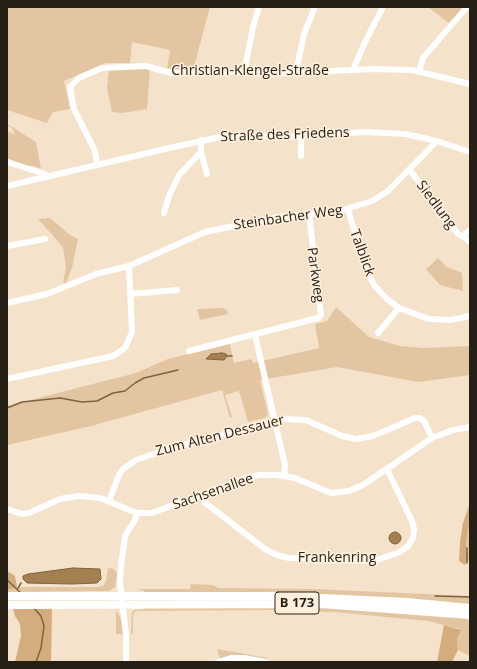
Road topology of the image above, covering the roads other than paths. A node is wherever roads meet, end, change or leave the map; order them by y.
1 (259, 7) edge
2 (315, 7) edge
3 (383, 7) edge
4 (467, 7) edge
5 (353, 70) junction
6 (244, 72) junction
7 (296, 72) junction
8 (419, 72) junction
9 (470, 84) edge
10 (301, 136) junction
11 (201, 140) junction
12 (437, 141) junction
13 (202, 152) junction
14 (470, 152) edge
15 (301, 156) dead end
16 (7, 162) edge
17 (97, 164) junction
18 (410, 170) junction
19 (207, 174) dead end
20 (46, 177) junction
21 (7, 186) edge
22 (348, 209) junction
23 (164, 213) dead end
24 (309, 214) junction
25 (470, 230) edge
26 (45, 239) dead end
27 (467, 240) edge
28 (7, 246) edge
29 (129, 266) junction
30 (177, 290) dead end
31 (130, 294) junction
32 (7, 303) edge
33 (399, 308) junction
34 (470, 316) edge
35 (378, 333) dead end
36 (255, 335) junction
37 (189, 351) dead end
38 (7, 379) edge
39 (274, 421) junction
40 (470, 427) edge
41 (432, 438) junction
42 (387, 469) junction
43 (284, 476) junction
44 (202, 495) junction
45 (109, 501) junction
46 (7, 509) edge
47 (137, 513) junction
48 (7, 596) edge
49 (122, 600) junction
50 (10, 605) edge
51 (470, 608) edge
52 (470, 615) edge
53 (126, 662) edge
54 (218, 662) edge
55 (266, 662) edge

1 - 6 street
2 - 7 street
3 - 5 street
4 - 8 street
5 - 7 street, Christian-Klengel-Straße
5 - 8 street, Christian-Klengel-Straße
6 - 7 street, Christian-Klengel-Straße
6 - 17 street, Christian-Klengel-Straße
8 - 9 street, Christian-Klengel-Straße
10 - 11 street, Straße des Friedens
10 - 12 street, Straße des Friedens
10 - 15 street
11 - 13 street
11 - 17 street, Straße des Friedens
12 - 14 street, Straße des Friedens
12 - 18 street, Steinbacher Weg
13 - 19 street
13 - 23 street
16 - 20 street
17 - 20 street, Straße des Friedens
18 - 22 street, Steinbacher Weg
18 - 27 street, Siedlung
20 - 21 street, Straße des Friedens
22 - 24 street, Steinbacher Weg
22 - 33 street, Talblick
24 - 29 street, Steinbacher Weg
24 - 36 street, Parkweg
25 - 27 street
26 - 28 street
29 - 31 street
29 - 32 street, Steinbacher Weg
30 - 31 street
31 - 38 street
33 - 34 street, Talblick
33 - 35 street
36 - 37 street
36 - 39 street
39 - 41 street, Zum Alten Dessauer
39 - 43 street
39 - 45 street, Zum Alten Dessauer
40 - 41 street, Sachsenallee
41 - 42 street, Sachsenallee
42 - 43 street, Sachsenallee
42 - 44 street, Frankenring
43 - 44 street, Sachsenallee
44 - 47 street, Sachsenallee
45 - 46 street
45 - 47 street
47 - 49 street
48 - 49 main road, B 173
49 - 50 main road, B 173
49 - 51 main road, B 173
49 - 52 main road, B 173
49 - 53 street
54 - 55 street

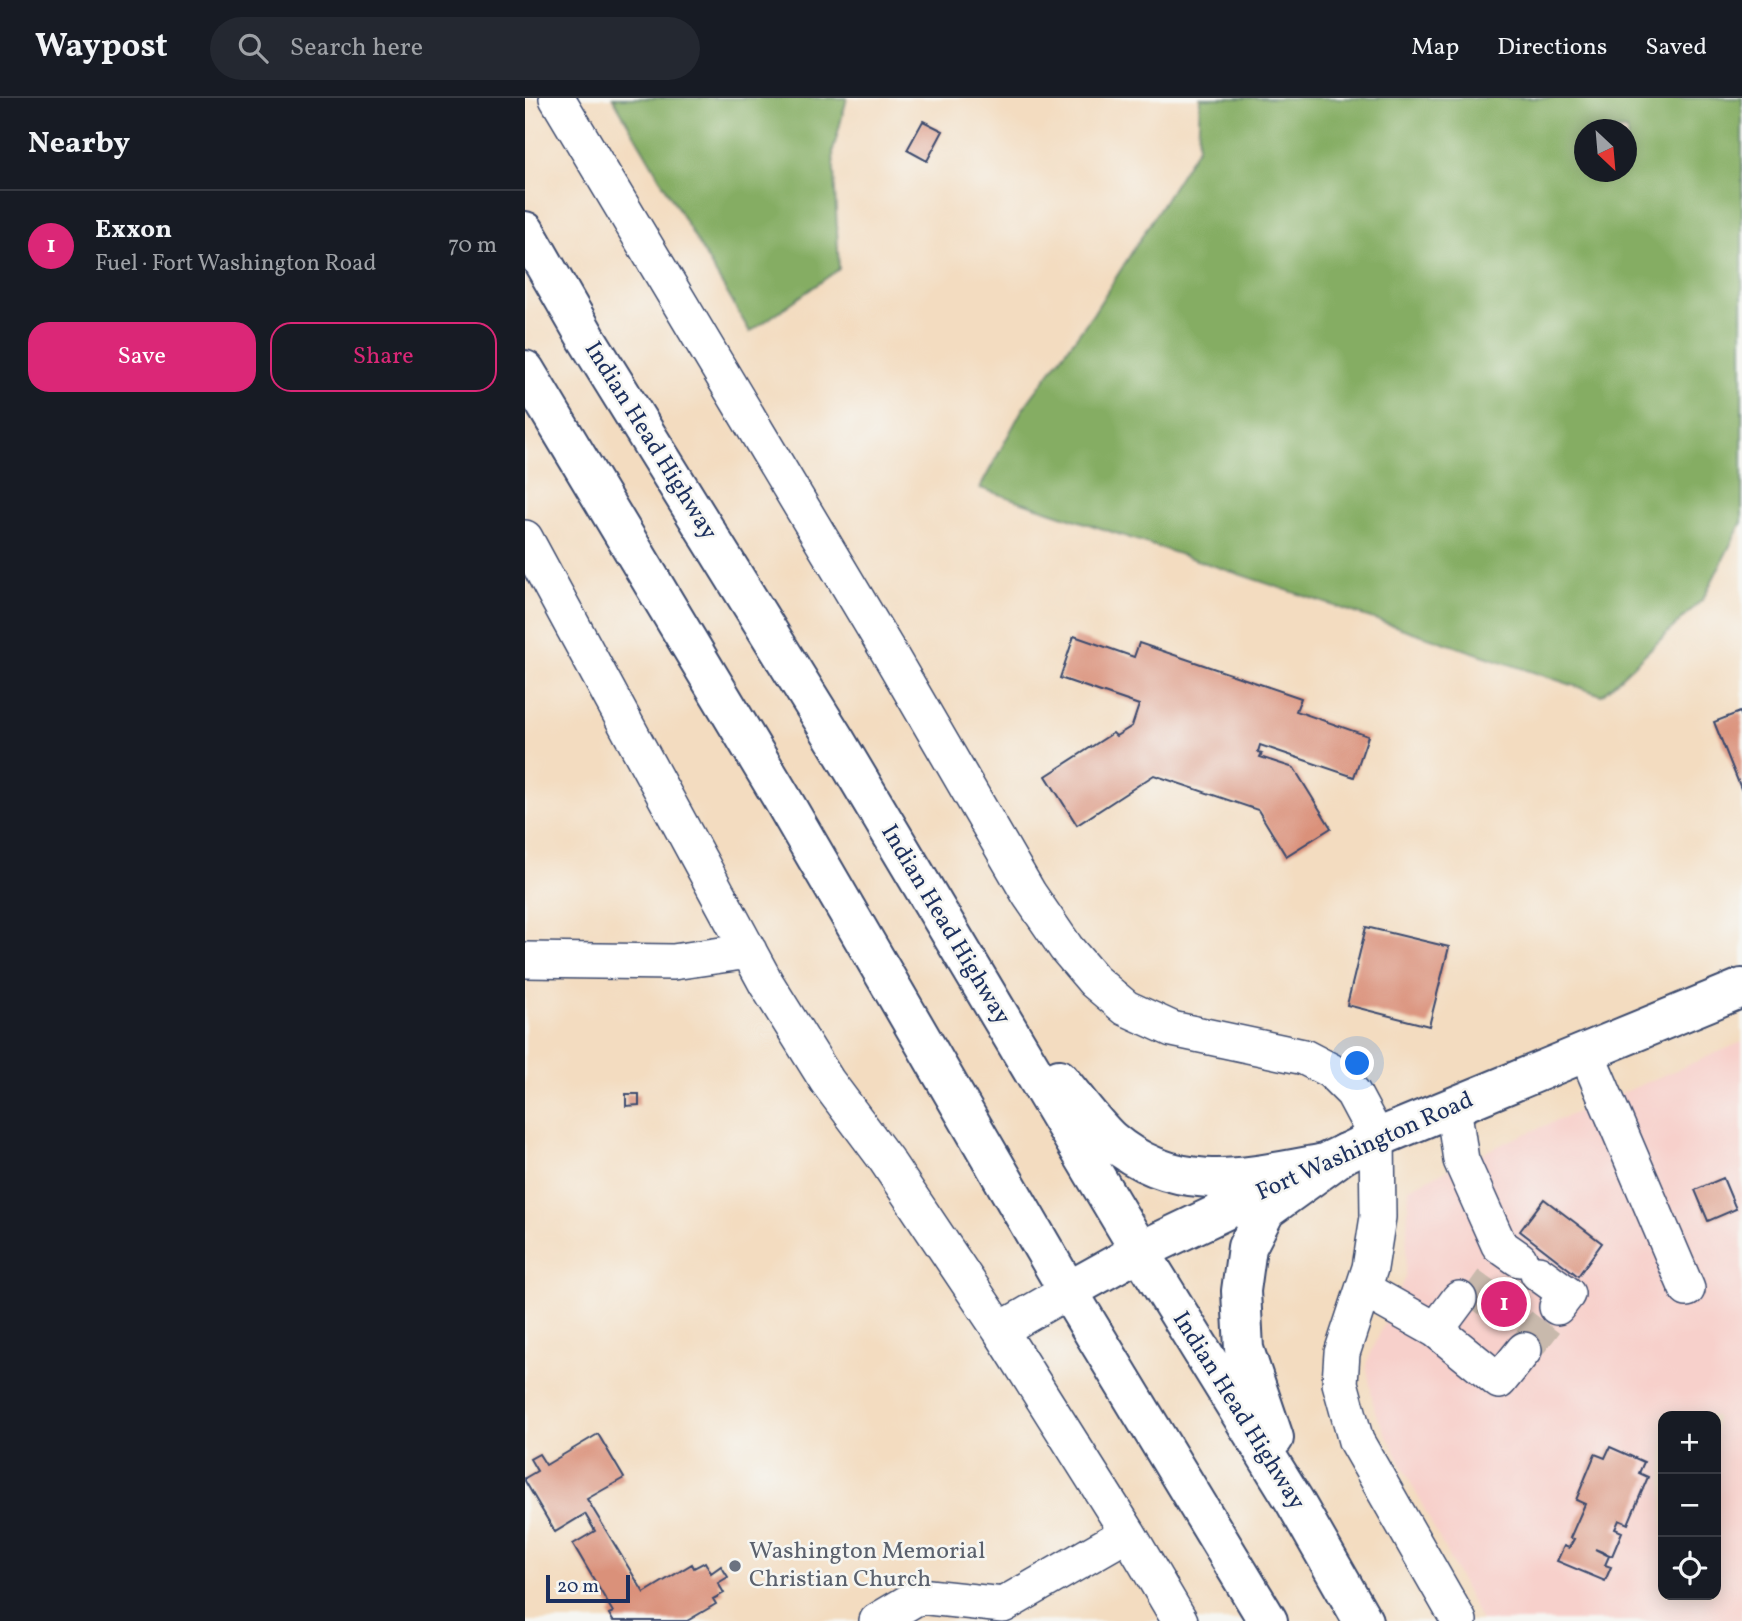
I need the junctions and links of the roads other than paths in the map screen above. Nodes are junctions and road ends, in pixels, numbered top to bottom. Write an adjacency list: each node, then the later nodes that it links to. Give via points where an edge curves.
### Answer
1 (557, 98): 11 (street, via 1029,894 1066,948 1094,981 1126,1008 1160,1024 1304,1057 1331,1071 1353,1093)
2 (525, 231): 8 (main road, Indian Head Highway)
3 (525, 370): 16 (main road, via 780,795)
4 (525, 538): 5 (street)
5 (749, 951): 6 (street, via 673,962); 18 (street, via 827,1081)
6 (525, 960)
7 (1742, 988): 9 (main road, Fort Washington Road)
8 (991, 1001): 11 (main road, via 1110,1139 1142,1163 1216,1180 1270,1174); 12 (main road, Indian Head Highway)
9 (1586, 1052): 10 (main road, Fort Washington Road); 15 (street)
10 (1453, 1107): 11 (main road, Fort Washington Road); 13 (street, via 1461,1160)
11 (1348, 1151): 12 (main road, Fort Washington Road); 14 (street, via 1378,1217); 21 (main road, via 1266,1210 1247,1247 1241,1291 1244,1349)
12 (1140, 1251): 16 (main road, Fort Washington Road); 21 (main road, Indian Head Highway)
13 (1523, 1270)
14 (1363, 1289): 19 (street); 27 (street, via 1342,1353 1340,1383 1356,1441)
15 (1687, 1289)
16 (1068, 1291): 18 (street, Fort Washington Road); 25 (main road)
17 (1465, 1304): 19 (street)
18 (1000, 1330): 22 (street)
19 (1442, 1335): 20 (street, via 1499,1381)
20 (1515, 1343)
21 (1305, 1518): 26 (main road, Indian Head Highway)
22 (1128, 1533): 23 (street, via 1003,1605 919,1596); 24 (street)
23 (877, 1621)
24 (1180, 1621)
25 (1268, 1621)
26 (1363, 1621)
27 (1459, 1621)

::::::::::

ASSIGNMENT: A verbatim copy of the data, with all pictures omitted, is the required output.

PROBLEM SOLUTION:
Road topology of the image above, covering the roads other than paths. A node is wherever roads meet, end, change or leave the map; order them by y.
1 (259, 7) edge
2 (315, 7) edge
3 (383, 7) edge
4 (467, 7) edge
5 (353, 70) junction
6 (244, 72) junction
7 (296, 72) junction
8 (419, 72) junction
9 (470, 84) edge
10 (301, 136) junction
11 (201, 140) junction
12 (437, 141) junction
13 (202, 152) junction
14 (470, 152) edge
15 (301, 156) dead end
16 (7, 162) edge
17 (97, 164) junction
18 (410, 170) junction
19 (207, 174) dead end
20 (46, 177) junction
21 (7, 186) edge
22 (348, 209) junction
23 (164, 213) dead end
24 (309, 214) junction
25 (470, 230) edge
26 (45, 239) dead end
27 (467, 240) edge
28 (7, 246) edge
29 (129, 266) junction
30 (177, 290) dead end
31 (130, 294) junction
32 (7, 303) edge
33 (399, 308) junction
34 (470, 316) edge
35 (378, 333) dead end
36 (255, 335) junction
37 (189, 351) dead end
38 (7, 379) edge
39 (274, 421) junction
40 (470, 427) edge
41 (432, 438) junction
42 (387, 469) junction
43 (284, 476) junction
44 (202, 495) junction
45 (109, 501) junction
46 (7, 509) edge
47 (137, 513) junction
48 (7, 596) edge
49 (122, 600) junction
50 (10, 605) edge
51 (470, 608) edge
52 (470, 615) edge
53 (126, 662) edge
54 (218, 662) edge
55 (266, 662) edge

1 - 6 street
2 - 7 street
3 - 5 street
4 - 8 street
5 - 7 street, Christian-Klengel-Straße
5 - 8 street, Christian-Klengel-Straße
6 - 7 street, Christian-Klengel-Straße
6 - 17 street, Christian-Klengel-Straße
8 - 9 street, Christian-Klengel-Straße
10 - 11 street, Straße des Friedens
10 - 12 street, Straße des Friedens
10 - 15 street
11 - 13 street
11 - 17 street, Straße des Friedens
12 - 14 street, Straße des Friedens
12 - 18 street, Steinbacher Weg
13 - 19 street
13 - 23 street
16 - 20 street
17 - 20 street, Straße des Friedens
18 - 22 street, Steinbacher Weg
18 - 27 street, Siedlung
20 - 21 street, Straße des Friedens
22 - 24 street, Steinbacher Weg
22 - 33 street, Talblick
24 - 29 street, Steinbacher Weg
24 - 36 street, Parkweg
25 - 27 street
26 - 28 street
29 - 31 street
29 - 32 street, Steinbacher Weg
30 - 31 street
31 - 38 street
33 - 34 street, Talblick
33 - 35 street
36 - 37 street
36 - 39 street
39 - 41 street, Zum Alten Dessauer
39 - 43 street
39 - 45 street, Zum Alten Dessauer
40 - 41 street, Sachsenallee
41 - 42 street, Sachsenallee
42 - 43 street, Sachsenallee
42 - 44 street, Frankenring
43 - 44 street, Sachsenallee
44 - 47 street, Sachsenallee
45 - 46 street
45 - 47 street
47 - 49 street
48 - 49 main road, B 173
49 - 50 main road, B 173
49 - 51 main road, B 173
49 - 52 main road, B 173
49 - 53 street
54 - 55 street

I need the junctions and links of the roads other than paths in the map screen above. Nodes are junctions and road ends, in pixels, numbered top to bottom. Write an adjacency list: each node, then the later nodes that it links to. Give via points where an edge curves.
### Answer
1 (557, 98): 11 (street, via 1029,894 1066,948 1094,981 1126,1008 1160,1024 1304,1057 1331,1071 1353,1093)
2 (525, 231): 8 (main road, Indian Head Highway)
3 (525, 370): 16 (main road, via 780,795)
4 (525, 538): 5 (street)
5 (749, 951): 6 (street, via 673,962); 18 (street, via 827,1081)
6 (525, 960)
7 (1742, 988): 9 (main road, Fort Washington Road)
8 (991, 1001): 11 (main road, via 1110,1139 1142,1163 1216,1180 1270,1174); 12 (main road, Indian Head Highway)
9 (1586, 1052): 10 (main road, Fort Washington Road); 15 (street)
10 (1453, 1107): 11 (main road, Fort Washington Road); 13 (street, via 1461,1160)
11 (1348, 1151): 12 (main road, Fort Washington Road); 14 (street, via 1378,1217); 21 (main road, via 1266,1210 1247,1247 1241,1291 1244,1349)
12 (1140, 1251): 16 (main road, Fort Washington Road); 21 (main road, Indian Head Highway)
13 (1523, 1270)
14 (1363, 1289): 19 (street); 27 (street, via 1342,1353 1340,1383 1356,1441)
15 (1687, 1289)
16 (1068, 1291): 18 (street, Fort Washington Road); 25 (main road)
17 (1465, 1304): 19 (street)
18 (1000, 1330): 22 (street)
19 (1442, 1335): 20 (street, via 1499,1381)
20 (1515, 1343)
21 (1305, 1518): 26 (main road, Indian Head Highway)
22 (1128, 1533): 23 (street, via 1003,1605 919,1596); 24 (street)
23 (877, 1621)
24 (1180, 1621)
25 (1268, 1621)
26 (1363, 1621)
27 (1459, 1621)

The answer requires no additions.